Task description: Return nothing but the lines from the line containing "thumb mcp: (279, 290)" through the last line of the records, reproduced exactly.

::::::

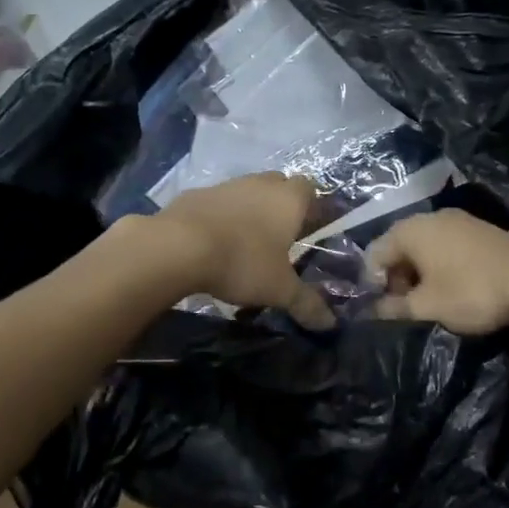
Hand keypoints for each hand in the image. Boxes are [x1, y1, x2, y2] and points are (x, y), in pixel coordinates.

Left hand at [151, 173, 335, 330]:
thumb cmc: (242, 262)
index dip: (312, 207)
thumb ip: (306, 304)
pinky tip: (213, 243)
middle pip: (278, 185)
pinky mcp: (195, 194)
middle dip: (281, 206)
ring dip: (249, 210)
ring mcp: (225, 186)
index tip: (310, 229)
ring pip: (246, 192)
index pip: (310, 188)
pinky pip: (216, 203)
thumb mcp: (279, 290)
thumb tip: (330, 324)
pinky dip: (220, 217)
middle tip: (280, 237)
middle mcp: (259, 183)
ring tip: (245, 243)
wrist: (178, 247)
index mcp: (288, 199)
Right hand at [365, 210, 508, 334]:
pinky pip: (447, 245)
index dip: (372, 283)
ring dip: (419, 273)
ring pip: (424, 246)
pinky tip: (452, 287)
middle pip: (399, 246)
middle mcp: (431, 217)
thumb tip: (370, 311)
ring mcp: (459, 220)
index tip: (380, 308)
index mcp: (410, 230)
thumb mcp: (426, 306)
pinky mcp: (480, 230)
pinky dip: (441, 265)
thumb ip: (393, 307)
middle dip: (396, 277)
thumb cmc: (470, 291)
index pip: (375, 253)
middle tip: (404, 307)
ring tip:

::::::

Response box:
thumb mcp: (279, 290)
thumb tip: (330, 324)
pinky dip: (220, 217)
middle tip: (280, 237)
middle mcp: (259, 183)
ring tip: (245, 243)
wrist: (178, 247)
index mcp: (288, 199)
Right hand at [365, 210, 508, 334]:
pinky pip: (447, 245)
index dip: (372, 283)
ring dip: (419, 273)
ring pip: (424, 246)
pinky tip: (452, 287)
middle pip: (399, 246)
middle mcp: (431, 217)
thumb tip: (370, 311)
ring mcp: (459, 220)
index tip: (380, 308)
index mcp: (410, 230)
thumb mcp: (426, 306)
pinky mcp: (480, 230)
pinky dip: (441, 265)
thumb ip: (393, 307)
middle dip: (396, 277)
thumb cmc: (470, 291)
index pip: (375, 253)
middle tip: (404, 307)
ring tip:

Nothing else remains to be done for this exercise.